* [EXERCISE] Repeat every line of the data exactly; the pictures stay out.

* [RECORDS FOR THE EXERCISE]
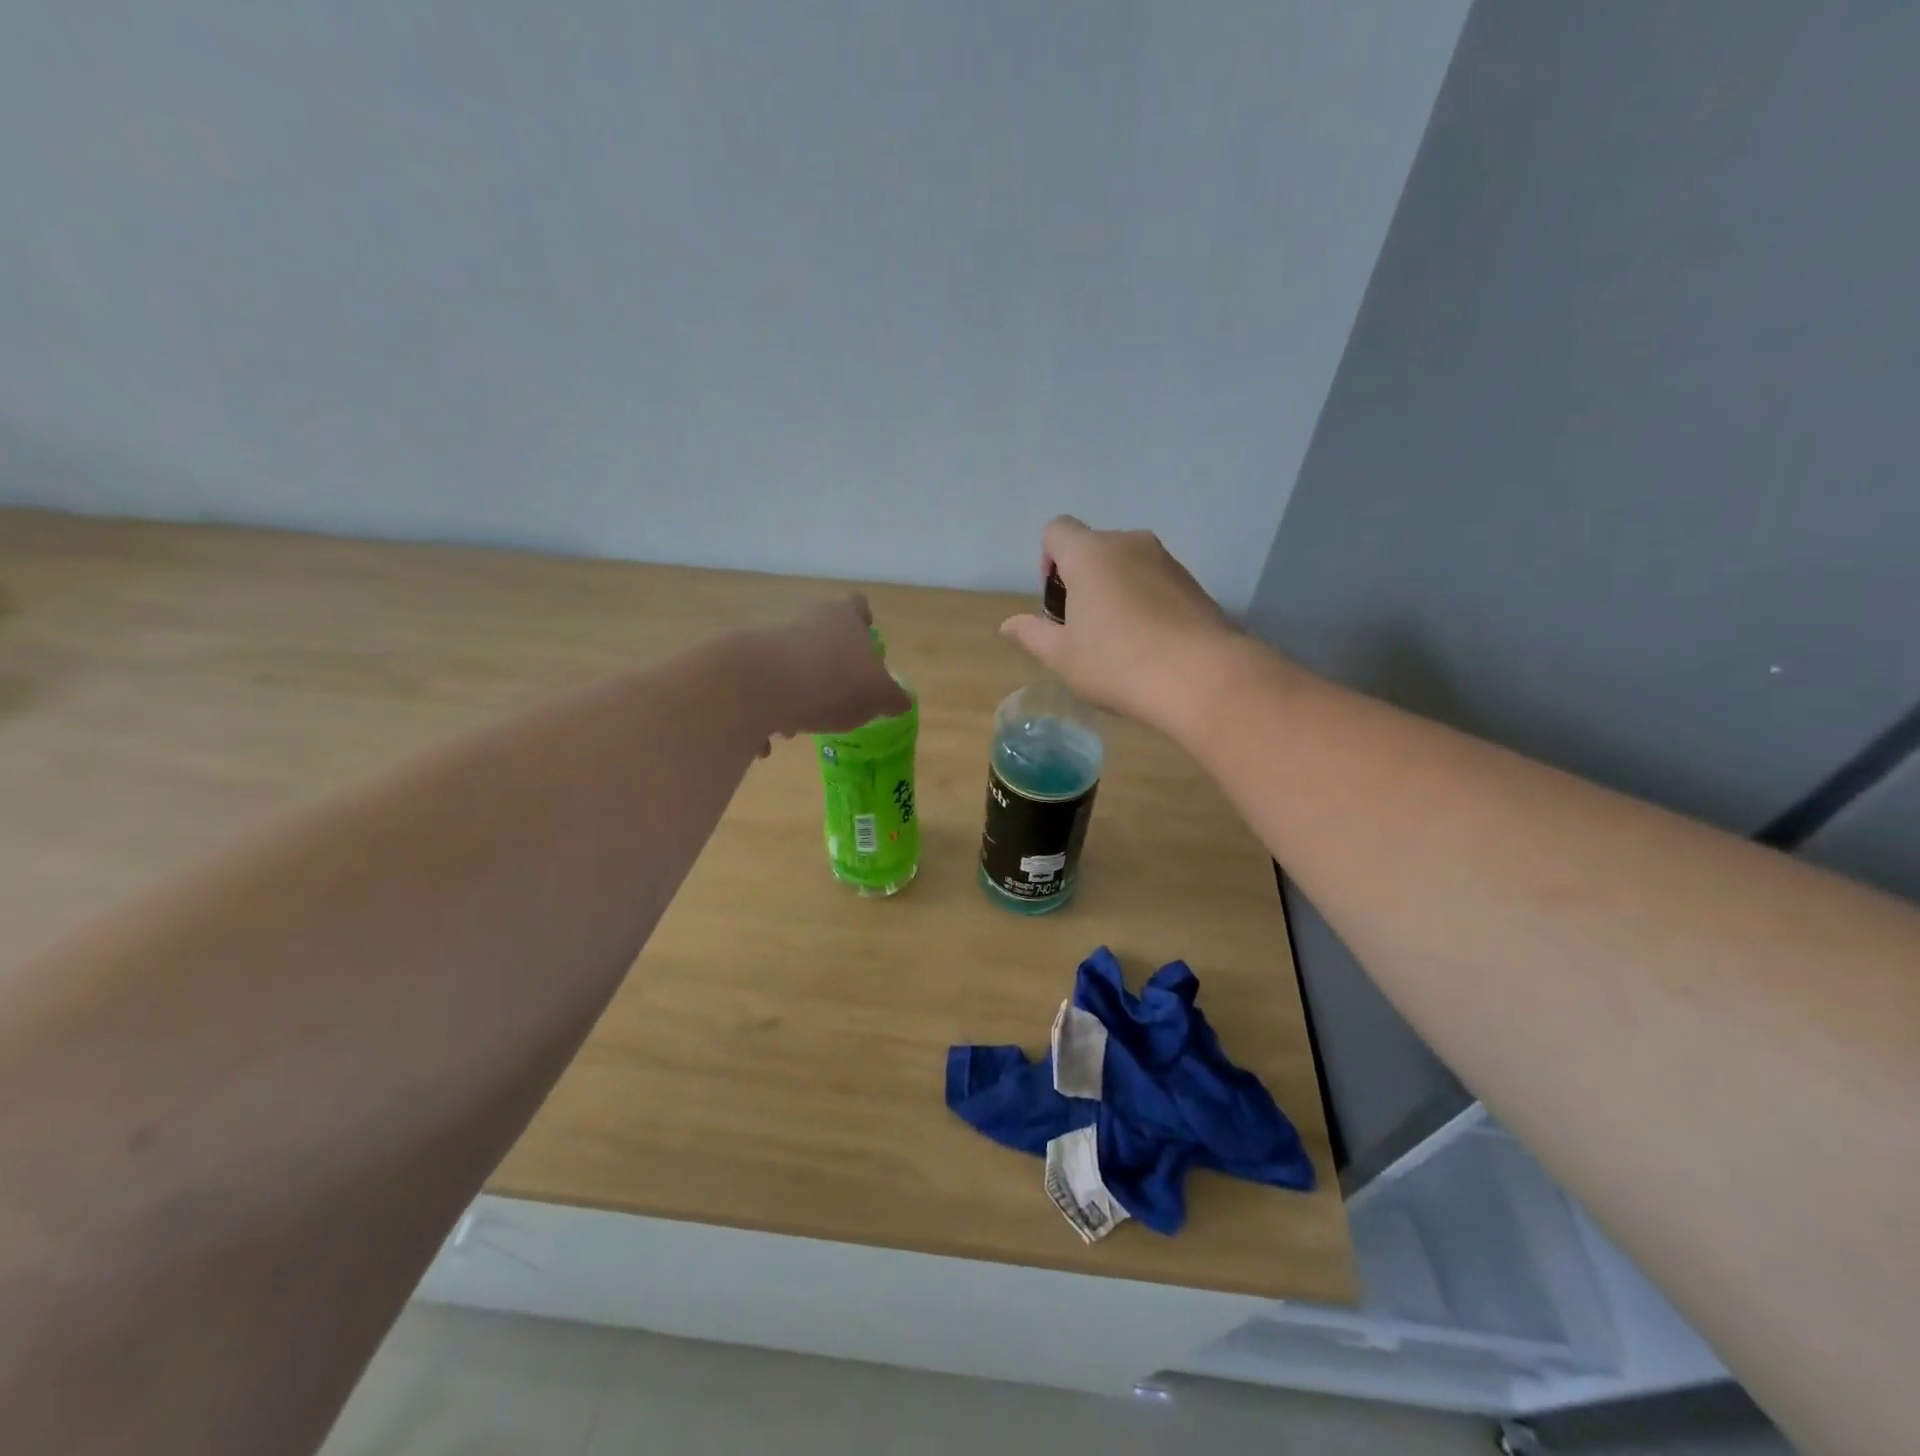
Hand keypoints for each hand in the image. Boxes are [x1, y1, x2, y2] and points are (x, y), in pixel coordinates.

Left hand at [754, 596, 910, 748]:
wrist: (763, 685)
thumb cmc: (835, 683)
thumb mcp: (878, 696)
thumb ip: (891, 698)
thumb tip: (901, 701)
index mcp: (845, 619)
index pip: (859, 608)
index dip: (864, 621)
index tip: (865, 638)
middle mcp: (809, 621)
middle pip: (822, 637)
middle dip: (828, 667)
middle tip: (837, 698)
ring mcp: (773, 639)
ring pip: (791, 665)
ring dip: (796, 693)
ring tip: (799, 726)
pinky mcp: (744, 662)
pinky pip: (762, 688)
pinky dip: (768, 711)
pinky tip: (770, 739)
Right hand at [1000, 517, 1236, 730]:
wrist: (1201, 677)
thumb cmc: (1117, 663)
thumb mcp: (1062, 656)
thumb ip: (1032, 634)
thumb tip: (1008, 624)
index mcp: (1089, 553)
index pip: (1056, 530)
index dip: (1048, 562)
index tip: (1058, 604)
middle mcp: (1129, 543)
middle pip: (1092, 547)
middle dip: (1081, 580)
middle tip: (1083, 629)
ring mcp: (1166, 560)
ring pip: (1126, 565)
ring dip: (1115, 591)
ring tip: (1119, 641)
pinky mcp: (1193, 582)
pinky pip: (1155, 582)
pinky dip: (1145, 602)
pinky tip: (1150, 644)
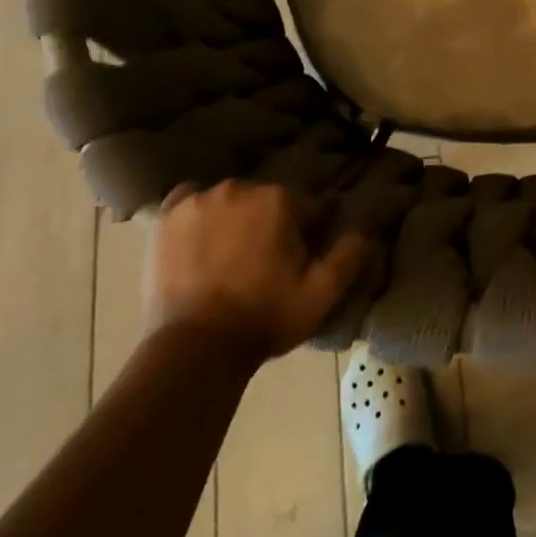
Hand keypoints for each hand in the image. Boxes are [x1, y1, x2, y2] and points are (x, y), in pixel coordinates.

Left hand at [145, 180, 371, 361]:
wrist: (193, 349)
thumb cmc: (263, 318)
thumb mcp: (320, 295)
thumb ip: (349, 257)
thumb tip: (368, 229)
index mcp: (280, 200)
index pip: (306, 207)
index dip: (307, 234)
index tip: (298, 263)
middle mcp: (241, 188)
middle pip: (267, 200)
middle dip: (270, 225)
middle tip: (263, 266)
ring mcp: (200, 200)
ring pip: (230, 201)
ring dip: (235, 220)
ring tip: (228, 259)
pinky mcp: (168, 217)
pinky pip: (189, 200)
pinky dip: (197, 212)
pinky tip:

* [WRITTEN REPLY]
Hand keypoints for each hand in the image. Boxes are [x1, y1, x2, y2] and points are (x, y), in pixel coordinates.

Left hand at [754, 596, 910, 748]:
wrist: (763, 685)
thumb cmc: (835, 683)
thumb mcp: (878, 696)
thumb ip: (891, 698)
thumb tip: (901, 701)
index mcp: (845, 619)
index pip: (859, 608)
index dip: (864, 621)
index tip: (865, 638)
middle mcp: (809, 621)
middle pip: (822, 637)
middle dip: (828, 667)
middle tip: (837, 698)
ring mcp: (773, 639)
ring pip: (791, 665)
ring dip: (796, 693)
ring tip: (799, 726)
pinky mcp: (744, 662)
pinky pip: (762, 688)
pinky dip: (768, 711)
pinky tip: (770, 739)
Right hand at [1000, 517, 1236, 730]:
wrist: (1201, 677)
thumb cmc: (1117, 663)
thumb mcp: (1062, 656)
thumb ip: (1032, 634)
thumb tip: (1008, 624)
index mcp: (1089, 553)
index pip: (1056, 530)
index dip: (1048, 562)
index tip: (1058, 604)
middle mcp: (1129, 543)
middle pip: (1092, 547)
middle dip: (1081, 580)
middle tip: (1083, 629)
ring mcp: (1166, 560)
ring pip: (1126, 565)
ring dip: (1115, 591)
ring tip: (1119, 641)
pinky mcp: (1193, 582)
pinky pip: (1155, 582)
pinky dip: (1145, 602)
pinky tip: (1150, 644)
Hand keypoints for each hand in the image. Boxes are [x1, y1, x2, y2] and points are (x, y), in pixel coordinates.

Left hand at [145, 180, 371, 361]:
wrist: (193, 349)
thumb cmc: (263, 318)
thumb mcp: (320, 295)
thumb ip: (349, 257)
thumb tip: (368, 229)
index mcp: (280, 200)
index pip: (306, 207)
index dip: (307, 234)
index tip: (298, 263)
middle mcp: (241, 188)
middle pip: (267, 200)
middle dip: (270, 225)
middle tip: (263, 266)
ring mcp: (200, 200)
ring pip: (230, 201)
ring dip: (235, 220)
ring tip: (228, 259)
pinky mcp: (168, 217)
pinky pip: (189, 200)
pinky dip: (197, 212)
pinky tip:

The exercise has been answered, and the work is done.